Lawyer scores police for harassing Amanda Echanis

MANILA, Philippines — The lawyer of detained leftist activist Amanda Echanis scored the police on Sunday after an unidentified officer and a female custodian tried to “interview” Echanis in the absence of her lawyer.

Echanis’ lawyer Luz Perez told the Inquirer that the officer and the custodian tried to speak with Echanis after the lawyer left the Philippine National Police’s Camp Marcelo Adduro headquarters in Tuguegarao City, where she has been detained since her arrest on Dec. 2.

Perez said the officer, who was a colonel, and the custodian did not say why they wanted to talk to Echanis, but that would have been a violation of her Miranda rights.

The Miranda doctrine, adapted from US jurisprudence, provides that no person can be forced to be a witness against himself so, upon arrest, he should be warned that he has the right to remain silent and have his lawyer present at any questioning because everything he says can be used against him.

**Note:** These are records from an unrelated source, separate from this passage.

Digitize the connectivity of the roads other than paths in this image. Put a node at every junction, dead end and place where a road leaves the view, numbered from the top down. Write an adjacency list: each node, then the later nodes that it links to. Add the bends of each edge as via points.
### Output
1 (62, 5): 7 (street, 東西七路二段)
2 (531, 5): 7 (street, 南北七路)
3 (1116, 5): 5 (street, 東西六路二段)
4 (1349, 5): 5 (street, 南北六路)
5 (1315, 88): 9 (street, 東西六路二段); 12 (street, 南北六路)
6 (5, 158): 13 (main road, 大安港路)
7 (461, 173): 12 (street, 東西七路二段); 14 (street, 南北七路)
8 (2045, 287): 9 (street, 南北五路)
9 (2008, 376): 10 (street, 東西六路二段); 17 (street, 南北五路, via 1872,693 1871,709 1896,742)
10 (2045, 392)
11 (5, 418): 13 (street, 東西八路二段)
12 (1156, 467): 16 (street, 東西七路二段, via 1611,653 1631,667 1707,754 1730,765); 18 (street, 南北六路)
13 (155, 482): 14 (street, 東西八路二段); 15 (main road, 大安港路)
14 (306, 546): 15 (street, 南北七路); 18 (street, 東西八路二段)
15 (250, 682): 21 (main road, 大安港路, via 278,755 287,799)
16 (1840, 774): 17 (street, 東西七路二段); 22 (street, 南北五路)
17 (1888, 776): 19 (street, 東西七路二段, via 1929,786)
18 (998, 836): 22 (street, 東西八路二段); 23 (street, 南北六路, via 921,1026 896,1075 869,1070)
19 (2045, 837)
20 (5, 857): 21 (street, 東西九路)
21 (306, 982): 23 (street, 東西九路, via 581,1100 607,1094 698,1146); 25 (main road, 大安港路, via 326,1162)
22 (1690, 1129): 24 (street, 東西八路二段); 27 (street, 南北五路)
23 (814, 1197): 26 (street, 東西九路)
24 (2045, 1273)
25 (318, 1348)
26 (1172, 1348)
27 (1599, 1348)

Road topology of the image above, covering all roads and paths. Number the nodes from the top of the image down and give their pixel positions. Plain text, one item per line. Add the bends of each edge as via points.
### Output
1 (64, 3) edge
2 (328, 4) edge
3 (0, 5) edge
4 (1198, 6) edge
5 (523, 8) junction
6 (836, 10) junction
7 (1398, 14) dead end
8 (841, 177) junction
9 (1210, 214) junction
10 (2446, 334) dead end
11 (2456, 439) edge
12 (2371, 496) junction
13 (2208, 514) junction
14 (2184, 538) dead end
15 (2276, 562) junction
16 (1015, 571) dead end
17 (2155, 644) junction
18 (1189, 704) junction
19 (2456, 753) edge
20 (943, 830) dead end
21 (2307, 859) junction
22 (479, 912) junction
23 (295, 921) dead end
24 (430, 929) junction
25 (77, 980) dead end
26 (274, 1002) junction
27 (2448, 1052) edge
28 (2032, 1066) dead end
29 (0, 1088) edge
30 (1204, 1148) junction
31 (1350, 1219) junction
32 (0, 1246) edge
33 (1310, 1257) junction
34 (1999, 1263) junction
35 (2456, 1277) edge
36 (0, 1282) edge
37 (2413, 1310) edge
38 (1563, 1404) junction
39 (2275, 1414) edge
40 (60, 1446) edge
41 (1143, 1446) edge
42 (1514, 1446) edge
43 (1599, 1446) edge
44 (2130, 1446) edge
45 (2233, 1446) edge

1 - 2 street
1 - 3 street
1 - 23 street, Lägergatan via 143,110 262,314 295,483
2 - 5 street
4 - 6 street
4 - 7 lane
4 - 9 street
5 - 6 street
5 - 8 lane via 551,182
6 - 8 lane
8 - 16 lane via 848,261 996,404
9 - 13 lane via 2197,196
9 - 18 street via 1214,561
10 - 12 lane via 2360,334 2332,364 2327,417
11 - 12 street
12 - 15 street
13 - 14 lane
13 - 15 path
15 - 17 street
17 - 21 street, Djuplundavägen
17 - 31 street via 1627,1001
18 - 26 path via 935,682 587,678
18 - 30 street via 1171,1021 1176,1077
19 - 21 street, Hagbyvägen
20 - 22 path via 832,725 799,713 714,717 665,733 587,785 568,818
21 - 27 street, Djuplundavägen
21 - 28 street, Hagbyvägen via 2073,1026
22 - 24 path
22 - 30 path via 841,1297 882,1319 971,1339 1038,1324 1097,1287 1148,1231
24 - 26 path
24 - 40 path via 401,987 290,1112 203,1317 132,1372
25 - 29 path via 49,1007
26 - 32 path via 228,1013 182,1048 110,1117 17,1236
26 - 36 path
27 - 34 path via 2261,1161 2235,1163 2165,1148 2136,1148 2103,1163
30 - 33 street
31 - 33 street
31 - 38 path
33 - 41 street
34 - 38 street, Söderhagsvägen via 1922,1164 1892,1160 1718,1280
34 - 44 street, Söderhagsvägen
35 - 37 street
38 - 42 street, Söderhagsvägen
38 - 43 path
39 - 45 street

Echanis, 32, daughter of slain activist Randall Echanis, a leader of the so-called national democratic movement, was arrested on Wednesday in Barangay Carupian in Baggao town after police supposedly found firearms and explosives inside her house.

But Perez argued that the arrest was illegal. It took the lawmen five hours after they had already searched the house to present a warrant, enough time to plant evidence, the lawyer said.

Disputing Perez’s claim, Gen. Debold Sinas, the PNP chief, said the guns found could not have been planted because the weapons were new and high-caliber ones that police would not just throw away as evidence. It was the same argument he used last year in justifying the arrest of another leftist activist, Reina Mae Nasino, who gave birth in detention. The baby, however, died three months later.

With month-old son

He also claimed that it was Echanis’ decision to bring along her month-old son, Randall Emmanuel, and not the police, but she was assisted by social workers from the Department of Social Welfare and Development.

Perez said Randall was in relatively stable condition, despite suffering sleepless fits during their first days in detention. Mother and son have since been transferred to a dormitory-type facility, the lawyer added.

Perez said they would contest the legality of the arrest.

The National Union of Students of the Philippines (NUSP) deplored the government’s “misplaced effort” to intensify attacks against leftist activists and “the wrongful accusation” against Echanis.

“This just months after her father’s death is telling of [President] Duterte’s witch hunt on human rights defenders and his staunch critics,” the NUSP said in a statement.

Randall Echanis, 72, chair of Anakpawis and deputy secretary general of Kilusang Magbubukid ng Pilipinas, was killed in a botched ‘burglary’ at his rented house in Quezon City on Aug. 10.

“This aggression toward activists and progressive groups is his admission of his failure as a President—why would someone secure of how they lead be afraid of criticism?” the group added.